The project configuration contains mandatory fields that specify the dataset to load in Azimuth.

from typing import Optional

from pydantic import BaseSettings, Field

from azimuth.config import ColumnConfiguration, CustomObject

class ProjectConfig(BaseSettings):
    name: str = Field("New project", env="NAME")
    dataset: CustomObject
    columns: ColumnConfiguration = ColumnConfiguration()
    rejection_class: Optional[str] = "REJECTION_CLASS"
{
  "name": "Banking77 Model v4",
  "dataset": {
    "class_name": "datasets.load_dataset",
    "args": [
      "banking77"
    ]
  },
  "columns": {
    "text_input": "text",
    "label": "target"
  },
  "rejection_class": "NA",
}

Name

🟡 Default value: New project

Environment Variable: NAME

Any name can be set for the config. For example, it can represent the name of the dataset and/or the model.

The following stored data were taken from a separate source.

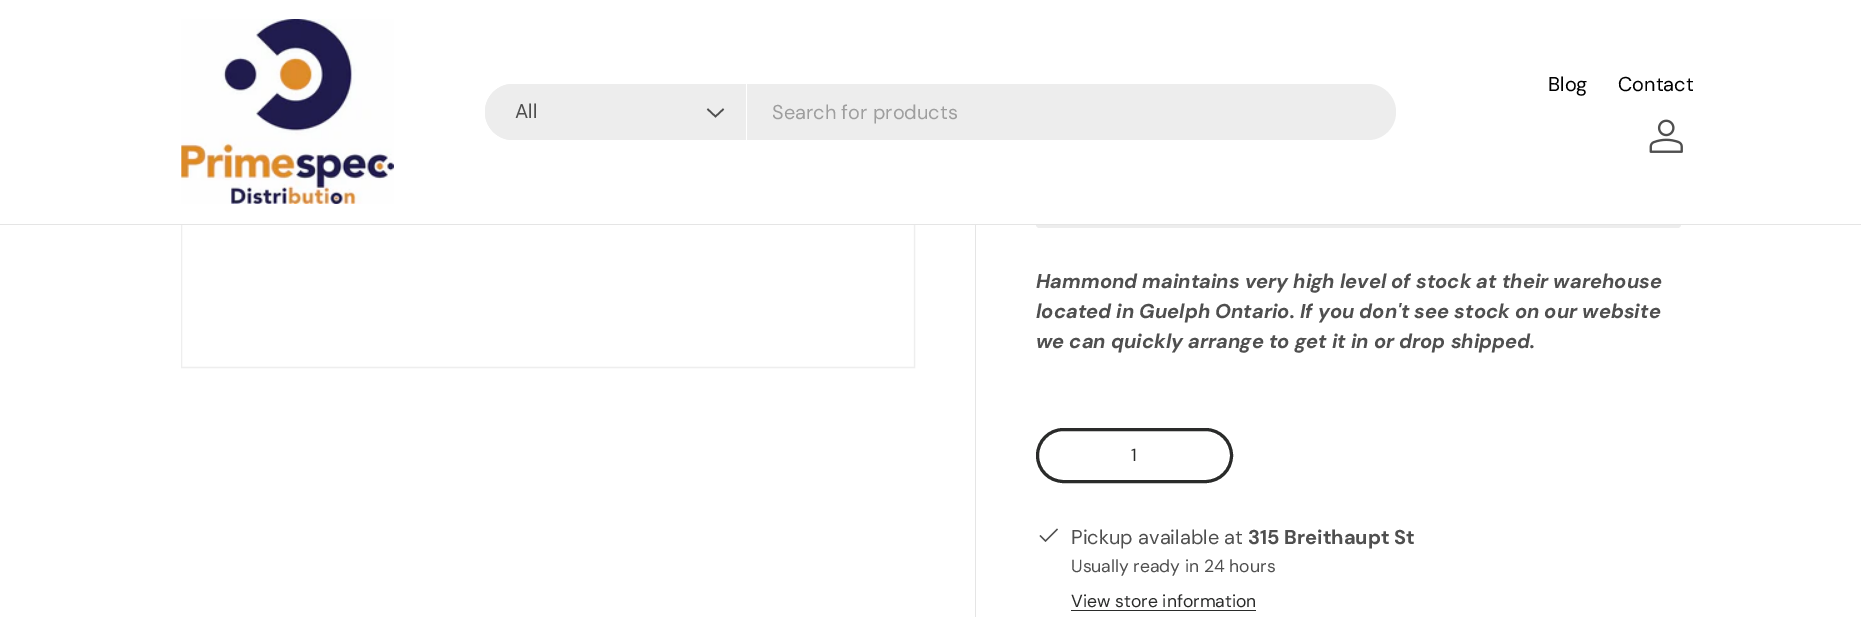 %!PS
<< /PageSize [1861 617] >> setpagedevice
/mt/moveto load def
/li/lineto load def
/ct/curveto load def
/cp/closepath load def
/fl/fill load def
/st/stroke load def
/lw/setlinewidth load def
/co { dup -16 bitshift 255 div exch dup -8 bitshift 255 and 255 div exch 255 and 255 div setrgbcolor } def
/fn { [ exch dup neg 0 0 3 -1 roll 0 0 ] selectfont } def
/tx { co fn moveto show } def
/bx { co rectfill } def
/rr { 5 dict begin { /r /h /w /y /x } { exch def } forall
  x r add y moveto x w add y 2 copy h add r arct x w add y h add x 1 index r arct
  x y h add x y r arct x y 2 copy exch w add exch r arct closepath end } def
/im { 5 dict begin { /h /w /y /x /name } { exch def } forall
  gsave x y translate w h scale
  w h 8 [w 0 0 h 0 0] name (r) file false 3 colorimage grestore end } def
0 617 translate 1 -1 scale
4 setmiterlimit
0 0 1861 617 16#FFFFFF bx
182 225 732 142 16#F4F4F4 bx
16#EEEEEE co
181.5 -.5 733 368 rectstroke
16#EDEDED co
1036 221 645 7 3.5 rr fl
181 0 1500 224 16#FFFFFF bx
0 224 1861 1 16#E5E5E5 bx
(media/1.raw) 181 19 213 185 im
(media/2.raw) 1649 119 34 34 im
16#EDEDED co
485 84 911 56 28 rr fl
513 84 mt 748 84 li 748 140 li 513 140 li 497.5 140 485 127.5 485 112 ct 485 96.5 497.5 84 513 84 ct cp fl
746 84 1 56 16#FFFFFF bx
16#4F4F4F co
1.6 lw
723.5 109 mt 715.5 116.5 li 707.5 109 li st
(media/3.raw) 182 225 732 142 im
975 225 1 392 16#E5E5E5 bx
16#2A2B2A co
3 lw
1037.5 429.5 194 52 26 rr st
16#4F4F4F co
1057 528.5 mt 1058 529.5 li 1045.5 542 li 1039.5 536 li 1040.5 535 li 1045.5 540 li cp fl
1071 610 185 1 16#2A2B2A bx
(Blog) 1548 91 /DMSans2-Regular 20 16#000000 tx
(Contact) 1618 91 /DMSans2-Regular 20 16#000000 tx
(All) 515 118 /DMSans2-Regular 20 16#4F4F4F tx
(Search for products) 772 119 /DMSans2-Regular 20 16#9E9E9E tx
(Hammond maintains very high level of stock at their warehouse) 1036 288 /DMSans-BoldItalic 20 16#4F4F4F tx
(located in Guelph Ontario. If you don't see stock on our website) 1036 318 /DMSans-BoldItalic 20 16#4F4F4F tx
(we can quickly arrange to get it in or drop shipped.) 1036 348 /DMSans-BoldItalic 20 16#4F4F4F tx
(1) 1131 461 /DMSans-Regular 17.6 16#2A2B2A tx
(Pickup available at) 1071 544 /DMSans2-Regular 20 16#4F4F4F tx
(315 Breithaupt St) 1248 544 /DMSans-Bold 20 16#4F4F4F tx
(Usually ready in 24 hours) 1071 572 /DMSans-Regular 17.6 16#4F4F4F tx
(View store information) 1071 607 /DMSans-Regular 17.6 16#2A2B2A tx
showpage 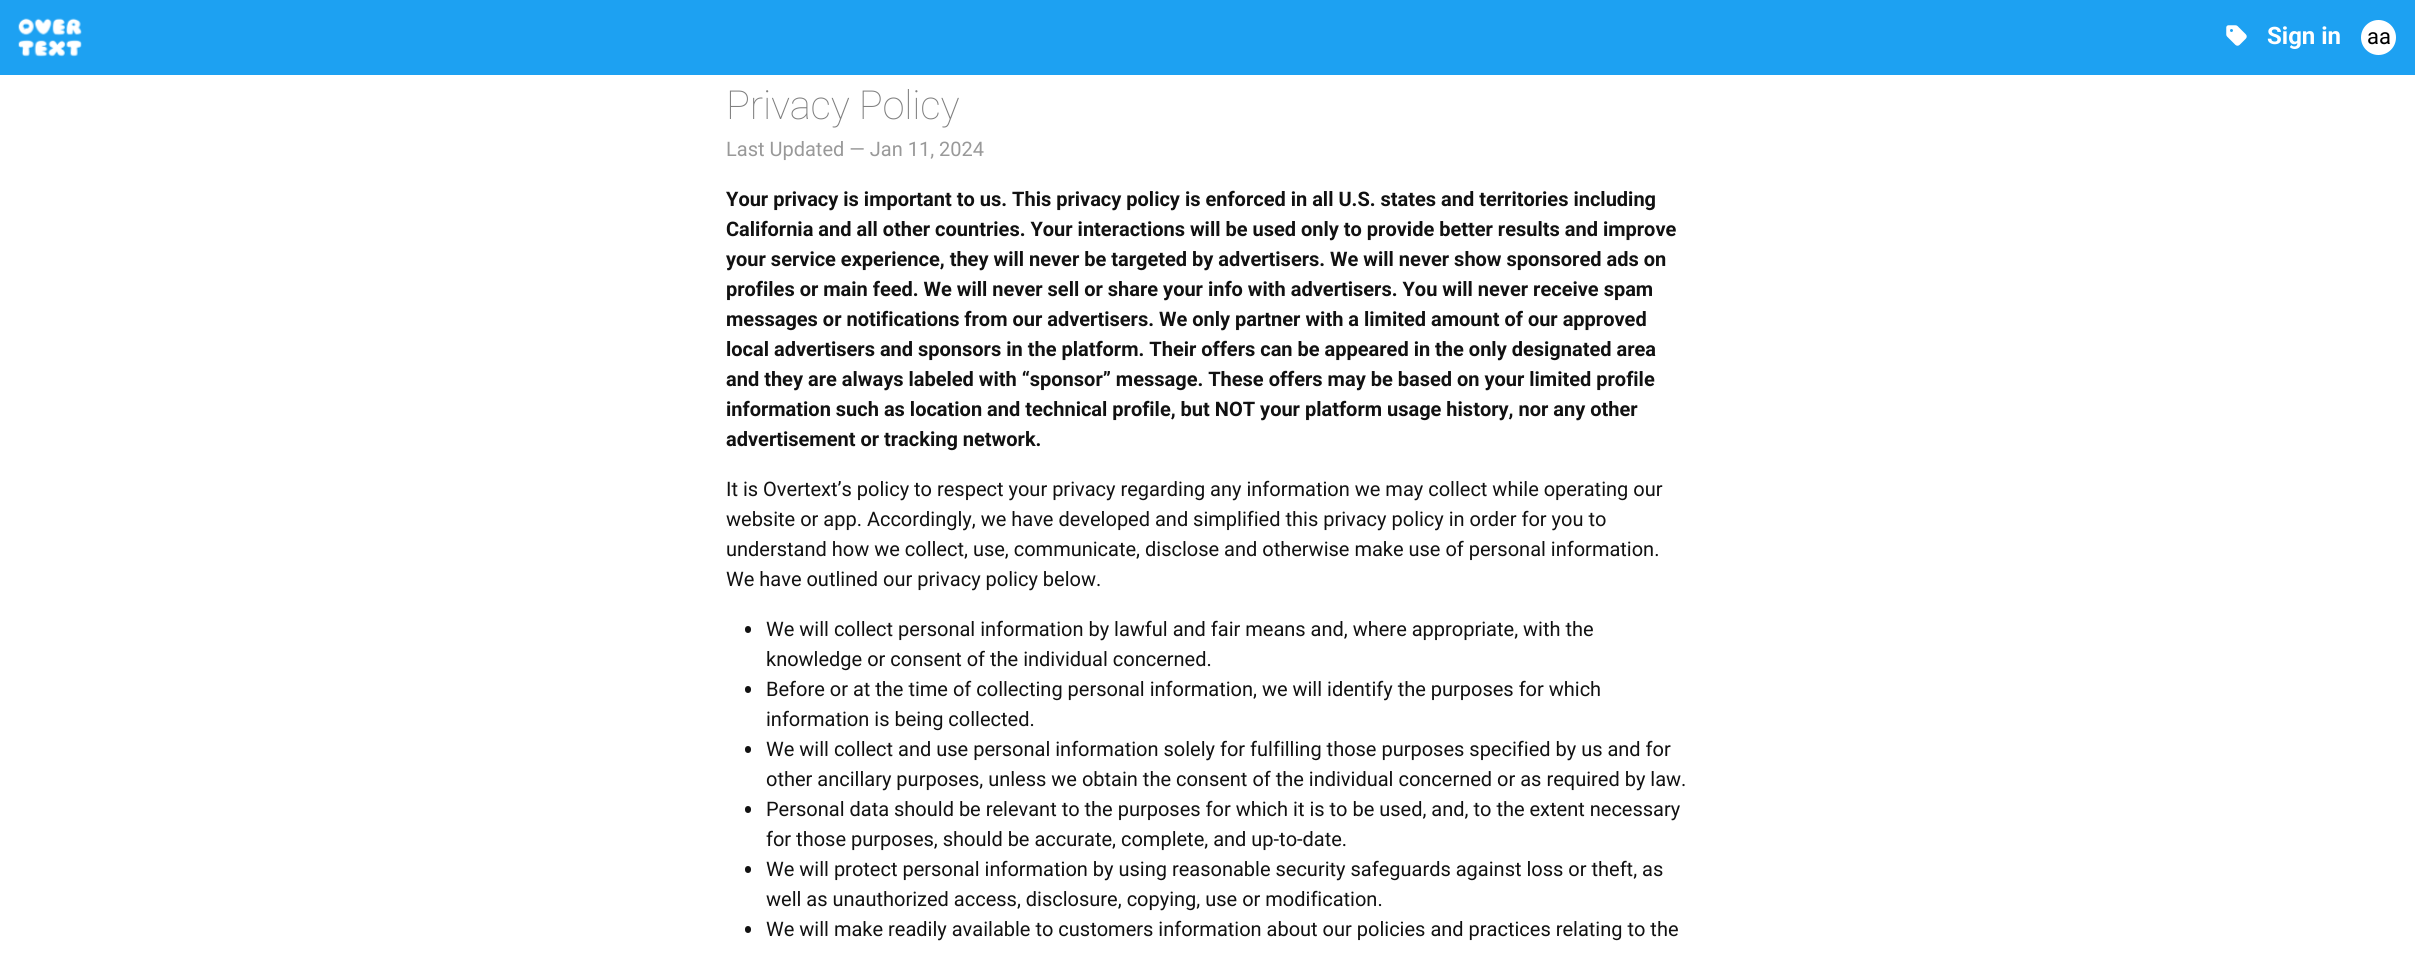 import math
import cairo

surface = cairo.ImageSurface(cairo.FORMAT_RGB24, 2415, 961)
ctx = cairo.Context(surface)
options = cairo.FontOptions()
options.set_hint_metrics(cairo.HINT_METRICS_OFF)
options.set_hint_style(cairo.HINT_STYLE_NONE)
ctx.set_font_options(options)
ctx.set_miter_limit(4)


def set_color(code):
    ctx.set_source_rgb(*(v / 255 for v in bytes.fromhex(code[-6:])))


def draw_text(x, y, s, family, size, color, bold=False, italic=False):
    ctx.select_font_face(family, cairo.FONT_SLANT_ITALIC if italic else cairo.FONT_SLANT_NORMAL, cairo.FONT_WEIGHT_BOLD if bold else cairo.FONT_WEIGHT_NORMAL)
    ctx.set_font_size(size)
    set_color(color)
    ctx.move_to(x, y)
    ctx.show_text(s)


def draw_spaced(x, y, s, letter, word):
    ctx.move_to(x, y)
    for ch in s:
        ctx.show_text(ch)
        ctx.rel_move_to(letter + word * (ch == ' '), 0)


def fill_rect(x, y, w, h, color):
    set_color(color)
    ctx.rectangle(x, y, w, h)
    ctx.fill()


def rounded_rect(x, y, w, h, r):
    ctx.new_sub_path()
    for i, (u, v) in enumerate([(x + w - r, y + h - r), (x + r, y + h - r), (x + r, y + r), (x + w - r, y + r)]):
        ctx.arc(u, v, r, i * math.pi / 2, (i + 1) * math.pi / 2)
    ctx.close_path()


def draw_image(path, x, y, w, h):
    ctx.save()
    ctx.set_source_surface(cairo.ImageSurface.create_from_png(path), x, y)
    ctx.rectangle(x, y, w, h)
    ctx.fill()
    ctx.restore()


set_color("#ffffff")
ctx.paint()
fill_rect(0, 0, 2415, 75, "#1da1f2")
draw_image("assets/img1.png", 18, 18, 64, 39)
draw_image("assets/img2.png", 2226, 25, 21, 21)
draw_text(2267, 44, "Sign in", "Roboto", 24, "#ffffff", bold=True)
ctx.new_path()
ctx.arc(2378.5, 37.5, 17.5, 0, 2 * math.pi)
ctx.fill()
draw_text(2367, 44, "aa", "Roboto", 22, "#000000")
ctx.select_font_face("Roboto Thin")
ctx.set_font_size(40)
set_color("#808080")
draw_spaced(726, 119, "Privacy Policy", -0.25, 0)
draw_text(726, 156, "Last Updated — Jan 11, 2024", "Roboto", 20, "#999999")
draw_text(726, 206, "Your privacy is important to us. This privacy policy is enforced in all U.S. states and territories including", "Roboto", 20, "#111111", bold=True)
draw_text(726, 236, "California and all other countries. Your interactions will be used only to provide better results and improve", "Roboto", 20, "#111111", bold=True)
draw_text(726, 266, "your service experience, they will never be targeted by advertisers. We will never show sponsored ads on", "Roboto", 20, "#111111", bold=True)
draw_text(726, 296, "profiles or main feed. We will never sell or share your info with advertisers. You will never receive spam", "Roboto", 20, "#111111", bold=True)
draw_text(726, 326, "messages or notifications from our advertisers. We only partner with a limited amount of our approved", "Roboto", 20, "#111111", bold=True)
draw_text(726, 356, "local advertisers and sponsors in the platform. Their offers can be appeared in the only designated area", "Roboto", 20, "#111111", bold=True)
draw_text(726, 386, "and they are always labeled with “sponsor” message. These offers may be based on your limited profile", "Roboto", 20, "#111111", bold=True)
draw_text(726, 416, "information such as location and technical profile, but NOT your platform usage history, nor any other", "Roboto", 20, "#111111", bold=True)
draw_text(726, 446, "advertisement or tracking network.", "Roboto", 20, "#111111", bold=True)
draw_text(726, 496, "It is Overtext’s policy to respect your privacy regarding any information we may collect while operating our", "Roboto", 20, "#111111")
draw_text(726, 526, "website or app. Accordingly, we have developed and simplified this privacy policy in order for you to", "Roboto", 20, "#111111")
draw_text(726, 556, "understand how we collect, use, communicate, disclose and otherwise make use of personal information.", "Roboto", 20, "#111111")
draw_text(726, 586, "We have outlined our privacy policy below.", "Roboto", 20, "#111111")
rounded_rect(745, 626, 6, 7, 3)
ctx.fill()
draw_text(766, 636, "We will collect personal information by lawful and fair means and, where appropriate, with the", "Roboto", 20, "#111111")
draw_text(766, 666, "knowledge or consent of the individual concerned.", "Roboto", 20, "#111111")
rounded_rect(745, 686, 6, 7, 3)
ctx.fill()
draw_text(766, 696, "Before or at the time of collecting personal information, we will identify the purposes for which", "Roboto", 20, "#111111")
draw_text(766, 726, "information is being collected.", "Roboto", 20, "#111111")
rounded_rect(745, 746, 6, 7, 3)
ctx.fill()
draw_text(766, 756, "We will collect and use personal information solely for fulfilling those purposes specified by us and for", "Roboto", 20, "#111111")
draw_text(766, 786, "other ancillary purposes, unless we obtain the consent of the individual concerned or as required by law.", "Roboto", 20, "#111111")
rounded_rect(745, 806, 6, 7, 3)
ctx.fill()
draw_text(766, 816, "Personal data should be relevant to the purposes for which it is to be used, and, to the extent necessary", "Roboto", 20, "#111111")
draw_text(766, 846, "for those purposes, should be accurate, complete, and up-to-date.", "Roboto", 20, "#111111")
rounded_rect(745, 866, 6, 7, 3)
ctx.fill()
draw_text(766, 876, "We will protect personal information by using reasonable security safeguards against loss or theft, as", "Roboto", 20, "#111111")
draw_text(766, 906, "well as unauthorized access, disclosure, copying, use or modification.", "Roboto", 20, "#111111")
rounded_rect(745, 926, 6, 7, 3)
ctx.fill()
draw_text(766, 936, "We will make readily available to customers information about our policies and practices relating to the", "Roboto", 20, "#111111")
surface.write_to_png("output.png")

Ex: Banking77 Model v4.

Dataset

🔴 Mandatory field

To define which dataset to load in the application, Azimuth uses Custom Objects.

If the dataset is already on HuggingFace, you can use the datasets.load_dataset from HF, as shown in the example below. If you have your own dataset, you will need to create your own custom object, as explained in Defining Dataset.

from typing import Any, Dict, List, Optional, Union

from pydantic import BaseModel, Field

class CustomObject(BaseModel):
    class_name: str = Field(..., title="Class name to load")
    args: List[Union["CustomObject", Any]] = []
    kwargs: Dict[str, Union["CustomObject", Any]] = {}
    remote: Optional[str] = None # (1)
  1. Absolute path to class_name.

Example to load banking77 from HF.

{
  "dataset": {
    "class_name": "datasets.load_dataset",
    "args": [
      "banking77"
    ]
  }
}

Columns

🟡 Default value: ColumnConfiguration()

All dataset column names are configurable. The mandatory columns and their descriptions are as follows:

Field name Default Description
text_input utterance The preprocessed utterance.
label label The class label for the utterance, as type datasets.ClassLabel.
from pydantic import BaseModel

class ColumnConfiguration(BaseModel):
    text_input: str = "utterance" # (1)
    raw_text_input: str = "utterance_raw" # (2)
    label: str = "label" # (3)
    failed_parsing_reason: str = "failed_parsing_reason" # (4)
  1. Column for the text input that will be send to the pipeline.
  2. Optional column for the raw text input (before any pre-processing). Unused at the moment.
  3. Features column for the label
  4. Optional column to specify whether an example has failed preprocessing. Unused at the moment.

Example to override the default column values.

{
  "columns": {
    "text_input": "text",
    "label": "target"
  }
}

Rejection class

🟡 Default value: REJECTION_CLASS

The field rejection_class requires the class to be present in the dataset. If your dataset doesn't have a rejection class, set the value to null. More details on the rejection class is available in Prediction Outcomes.